Warum und in welchen Bereichen, kann der Dienststellenleiter der Polizeiinspektion Lichtenfels, Willibert Lankes, erklären. "Wir haben bei uns im Landkreis viele Discotheken und Event-Gastronomiebetriebe, mehr als in den anderen Kreisen. Dort haben wir einen rasanten Anstieg an Körperverletzungen", sagt Lankes. Die Prügeleien auf der Tanzfläche oder auf den Parkplätzen passieren meist nachts ab 24 Uhr bis in die frühen Morgenstunden. Und es ist meist Alkohol mit im Spiel. "Alkohol und Suchmittel sind wesentlich tatauslösend", sagt Lankes.
Grund sind meist Geld oder Frauen.
Auch wenn die sogenannten "Rohheitsdelikte" um fast 15 Prozent gestiegen sind, kann Lankes für die allermeisten Entwarnung geben: "Das passiert nur, wenn Sie mit zwei Promille Alkohol im Blut nachts um zwei Uhr auf der Tanzfläche sind."

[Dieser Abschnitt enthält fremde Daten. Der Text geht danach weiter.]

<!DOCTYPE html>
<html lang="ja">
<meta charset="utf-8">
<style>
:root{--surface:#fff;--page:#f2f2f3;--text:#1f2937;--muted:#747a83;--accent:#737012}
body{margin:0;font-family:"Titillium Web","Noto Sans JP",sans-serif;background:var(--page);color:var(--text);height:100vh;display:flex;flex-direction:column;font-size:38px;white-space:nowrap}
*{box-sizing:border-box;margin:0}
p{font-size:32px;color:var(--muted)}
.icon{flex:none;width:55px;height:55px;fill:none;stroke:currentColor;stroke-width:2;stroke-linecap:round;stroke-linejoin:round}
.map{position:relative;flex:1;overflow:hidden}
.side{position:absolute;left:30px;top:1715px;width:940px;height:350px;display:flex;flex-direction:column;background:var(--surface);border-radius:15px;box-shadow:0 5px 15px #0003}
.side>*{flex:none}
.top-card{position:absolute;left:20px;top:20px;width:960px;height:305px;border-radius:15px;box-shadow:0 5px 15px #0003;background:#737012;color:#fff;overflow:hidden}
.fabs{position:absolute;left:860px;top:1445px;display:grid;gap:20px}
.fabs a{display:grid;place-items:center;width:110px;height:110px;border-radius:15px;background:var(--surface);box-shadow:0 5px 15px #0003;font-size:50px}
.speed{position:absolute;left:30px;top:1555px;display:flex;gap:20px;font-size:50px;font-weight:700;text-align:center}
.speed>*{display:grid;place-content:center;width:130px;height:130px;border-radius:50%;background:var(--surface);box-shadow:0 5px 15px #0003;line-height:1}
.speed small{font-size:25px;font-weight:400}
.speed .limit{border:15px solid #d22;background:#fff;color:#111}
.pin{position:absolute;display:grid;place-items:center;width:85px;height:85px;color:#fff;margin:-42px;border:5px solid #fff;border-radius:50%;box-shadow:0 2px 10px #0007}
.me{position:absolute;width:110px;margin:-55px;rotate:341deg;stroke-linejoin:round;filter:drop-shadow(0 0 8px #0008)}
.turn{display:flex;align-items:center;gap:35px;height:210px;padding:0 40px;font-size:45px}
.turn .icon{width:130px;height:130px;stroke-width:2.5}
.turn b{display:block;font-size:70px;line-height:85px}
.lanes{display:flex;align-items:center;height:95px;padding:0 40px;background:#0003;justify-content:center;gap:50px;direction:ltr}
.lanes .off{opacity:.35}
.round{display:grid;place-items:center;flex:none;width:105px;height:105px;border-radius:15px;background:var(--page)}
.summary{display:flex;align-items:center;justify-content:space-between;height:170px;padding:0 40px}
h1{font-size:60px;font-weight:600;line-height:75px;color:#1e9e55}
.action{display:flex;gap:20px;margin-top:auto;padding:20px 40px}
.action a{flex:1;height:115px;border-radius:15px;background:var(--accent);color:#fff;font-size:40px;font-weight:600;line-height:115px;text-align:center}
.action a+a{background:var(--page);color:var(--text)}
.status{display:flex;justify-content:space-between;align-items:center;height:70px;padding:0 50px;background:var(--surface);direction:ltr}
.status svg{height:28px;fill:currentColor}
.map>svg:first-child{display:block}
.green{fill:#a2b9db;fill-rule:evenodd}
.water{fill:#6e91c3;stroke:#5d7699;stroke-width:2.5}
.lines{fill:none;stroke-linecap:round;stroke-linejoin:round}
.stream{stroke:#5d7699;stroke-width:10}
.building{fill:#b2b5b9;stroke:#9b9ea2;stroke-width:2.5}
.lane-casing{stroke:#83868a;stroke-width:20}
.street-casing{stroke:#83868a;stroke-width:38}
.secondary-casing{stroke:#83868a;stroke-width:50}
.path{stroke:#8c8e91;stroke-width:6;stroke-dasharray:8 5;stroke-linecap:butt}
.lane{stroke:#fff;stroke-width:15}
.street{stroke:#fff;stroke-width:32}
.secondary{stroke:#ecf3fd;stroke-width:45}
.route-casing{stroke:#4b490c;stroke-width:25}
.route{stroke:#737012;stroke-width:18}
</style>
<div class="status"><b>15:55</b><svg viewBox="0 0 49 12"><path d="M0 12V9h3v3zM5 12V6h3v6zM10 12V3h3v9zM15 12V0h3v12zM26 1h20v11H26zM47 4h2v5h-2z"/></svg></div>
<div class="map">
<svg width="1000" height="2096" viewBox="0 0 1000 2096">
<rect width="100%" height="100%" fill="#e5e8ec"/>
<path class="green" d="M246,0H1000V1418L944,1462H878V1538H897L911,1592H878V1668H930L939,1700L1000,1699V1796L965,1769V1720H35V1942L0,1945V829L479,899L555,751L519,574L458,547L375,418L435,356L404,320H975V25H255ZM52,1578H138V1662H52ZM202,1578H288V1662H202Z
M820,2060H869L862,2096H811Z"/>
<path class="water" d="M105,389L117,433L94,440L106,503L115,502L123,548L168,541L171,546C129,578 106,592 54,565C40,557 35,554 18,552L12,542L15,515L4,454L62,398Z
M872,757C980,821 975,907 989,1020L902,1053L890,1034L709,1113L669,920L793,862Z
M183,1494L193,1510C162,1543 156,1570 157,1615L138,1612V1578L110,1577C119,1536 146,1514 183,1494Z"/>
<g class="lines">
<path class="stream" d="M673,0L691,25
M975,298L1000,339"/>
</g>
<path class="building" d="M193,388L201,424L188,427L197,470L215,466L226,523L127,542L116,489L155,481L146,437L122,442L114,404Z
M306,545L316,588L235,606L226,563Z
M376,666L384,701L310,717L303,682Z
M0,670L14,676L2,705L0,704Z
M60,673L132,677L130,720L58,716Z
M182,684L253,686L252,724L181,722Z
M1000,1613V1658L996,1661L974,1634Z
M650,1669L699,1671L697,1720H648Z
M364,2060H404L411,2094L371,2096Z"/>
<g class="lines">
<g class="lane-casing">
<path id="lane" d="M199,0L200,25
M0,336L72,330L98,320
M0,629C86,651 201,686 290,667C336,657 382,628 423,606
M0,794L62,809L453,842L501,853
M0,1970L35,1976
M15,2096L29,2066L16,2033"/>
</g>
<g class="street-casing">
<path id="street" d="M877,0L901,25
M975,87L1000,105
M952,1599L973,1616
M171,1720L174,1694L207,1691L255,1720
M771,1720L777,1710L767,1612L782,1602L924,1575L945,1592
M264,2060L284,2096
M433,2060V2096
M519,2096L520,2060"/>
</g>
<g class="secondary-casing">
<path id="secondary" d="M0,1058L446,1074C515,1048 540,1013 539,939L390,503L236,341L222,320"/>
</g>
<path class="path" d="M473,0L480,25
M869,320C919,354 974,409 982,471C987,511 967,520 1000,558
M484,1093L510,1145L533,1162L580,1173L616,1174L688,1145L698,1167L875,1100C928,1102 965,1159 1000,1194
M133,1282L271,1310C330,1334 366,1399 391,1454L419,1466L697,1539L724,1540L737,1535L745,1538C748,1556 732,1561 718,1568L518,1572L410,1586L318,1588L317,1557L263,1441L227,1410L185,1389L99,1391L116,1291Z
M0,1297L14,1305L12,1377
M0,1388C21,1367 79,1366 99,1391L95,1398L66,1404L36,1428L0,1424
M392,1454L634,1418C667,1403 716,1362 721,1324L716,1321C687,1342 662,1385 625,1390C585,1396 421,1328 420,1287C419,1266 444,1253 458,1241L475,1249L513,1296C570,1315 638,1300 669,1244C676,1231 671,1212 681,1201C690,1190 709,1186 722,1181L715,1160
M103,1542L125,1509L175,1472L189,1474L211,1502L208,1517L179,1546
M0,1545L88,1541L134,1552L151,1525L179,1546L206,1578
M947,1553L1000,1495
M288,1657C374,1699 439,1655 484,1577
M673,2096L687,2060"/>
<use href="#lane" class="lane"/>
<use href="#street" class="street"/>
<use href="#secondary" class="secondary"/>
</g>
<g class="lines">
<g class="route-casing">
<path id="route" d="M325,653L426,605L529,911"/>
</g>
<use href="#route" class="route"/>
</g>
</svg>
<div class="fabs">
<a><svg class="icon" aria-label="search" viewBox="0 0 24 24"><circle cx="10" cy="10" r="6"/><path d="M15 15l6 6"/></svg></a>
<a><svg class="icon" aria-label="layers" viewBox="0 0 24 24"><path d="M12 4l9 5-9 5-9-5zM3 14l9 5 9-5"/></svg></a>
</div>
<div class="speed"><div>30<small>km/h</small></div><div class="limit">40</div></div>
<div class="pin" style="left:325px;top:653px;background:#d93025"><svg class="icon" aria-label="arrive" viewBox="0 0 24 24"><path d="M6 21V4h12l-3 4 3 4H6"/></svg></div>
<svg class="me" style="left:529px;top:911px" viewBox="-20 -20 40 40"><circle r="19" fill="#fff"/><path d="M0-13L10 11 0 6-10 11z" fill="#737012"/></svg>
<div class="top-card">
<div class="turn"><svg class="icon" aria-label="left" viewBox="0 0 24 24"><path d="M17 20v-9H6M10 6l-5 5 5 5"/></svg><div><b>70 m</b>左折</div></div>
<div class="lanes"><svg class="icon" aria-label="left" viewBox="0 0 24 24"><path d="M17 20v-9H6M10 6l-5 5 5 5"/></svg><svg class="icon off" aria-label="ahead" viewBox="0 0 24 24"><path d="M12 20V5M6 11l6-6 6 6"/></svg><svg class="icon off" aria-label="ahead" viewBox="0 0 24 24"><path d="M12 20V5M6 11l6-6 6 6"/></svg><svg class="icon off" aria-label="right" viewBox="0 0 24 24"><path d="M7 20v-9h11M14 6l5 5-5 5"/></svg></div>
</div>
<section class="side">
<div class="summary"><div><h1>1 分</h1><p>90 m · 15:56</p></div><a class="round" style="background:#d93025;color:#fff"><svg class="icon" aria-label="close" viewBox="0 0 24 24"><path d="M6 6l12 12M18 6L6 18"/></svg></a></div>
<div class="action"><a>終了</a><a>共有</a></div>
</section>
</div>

Die Bands und Veranstaltungen sind attraktiv, daher kommen aus ganz Oberfranken und darüber hinaus junge Menschen zum Feiern in den Landkreis Lichtenfels. "Entscheidend für die Statistik ist der Tatort. Der liegt eben im Landkreis Lichtenfels, auch wenn Täter, Opfer und Zeugen aus Hollfeld, Kulmbach oder Ebern kommen", erklärt Lankes. Der Erfolg dieser Events zieht die Fallzahlen nach oben.
Friedliches Ragnarök Das gilt auch für die Festivals im Landkreis. Bei Ragnarök in Lichtenfels waren 5000 Besucher da. "Dafür gab es denkbar wenige Straftaten.
Aber absolut gesehen zählen sie in unserer Statistik natürlich." Andere Hardrock-Festivals treiben die Straftaten im Landkreis weiter nach oben. "In der Szene gehört Alkohol dazu wie die E-Gitarre auf der Bühne", weiß Lankes.
Ein ähnliches Bild zeichnet sich bei Diebstählen. Der Grund ist hier der außerordentliche Erfolg von Handelsunternehmen. "Wir sind in Süddeutschland die größte Drehscheibe für Waren aller Art. Im Landkreis werden 64 Millionen Pakete täglich verpackt und verschickt", sagt Lankes.
Hochgerechnet seien dies alle drei Minuten ein ganzer Container voller Pakete. "Da entstehen natürlich Begehrlichkeiten." Lankes geht davon aus, dass diese Zahlen wieder sinken. Zum einen hat die Polizei einen ganzen Ring von Tätern aufgedeckt.
"Das hat eine abschreckende Wirkung." Zum anderen habe es seitens der Betriebe eine konsequente Strategie gegeben: Auch die kleinsten Delikte wurden angezeigt.
Viele Betriebe hat die Polizei auch beraten, um die Sicherheitskonzepte weiter zu entwickeln. "Alles zusammen genommen gehe ich davon aus, dass die Fallzahlen im laufenden Jahr dadurch wieder fallen", sagt Lankes.
Internetbetrug Anders ist dies bei Betrugsfällen, insbesondere im Internet. "Da unterscheiden wir uns nicht von anderen Landkreisen. Die Zahlen sind hoch und steigen stetig weiter", beobachtet Lankes. In Lichtenfels wurden 536 Fälle angezeigt, 60 mehr als ein Jahr zuvor. Brandstiftungen bereiten Lankes ebenfalls Sorgen. Sie stiegen von 2011 auf 2012 von zwei Fällen auf 15 Fälle. "Das müssen wir in den Griff bekommen", sagt Lankes.
Verstärkt wird auch die Polizei gerufen, wenn Pfleger, Erzieher oder Betreuer nicht mehr weiter wissen. "Das geschieht natürlich auch zum eigenen Schutz und der Absicherung des Personals." Bevor ein Heimbewohner in einem Handgemenge ein blaues Auge bekommt, wird also lieber die Polizei gerufen, um den Fall zu schlichten.
Faktor Bahnhof Noch einen "kriminologischen Faktor" für den Landkreis Lichtenfels nennt Lankes. Lichtenfels hat einen ICE-Halt und ist Umsteigebahnhof. Schwarzfahrer werden in Lichtenfels aus dem Zug geholt, und damit zählt die Straftat in Lankes Statistik, auch wenn der Schwarzfahrer beispielsweise in Saalfeld eingestiegen war. "Auch haben die Zugbegleiter in Lichtenfels oft länger Aufenthalt, den sie zum Regeln dieser Angelegenheiten nutzen", sagt Lankes.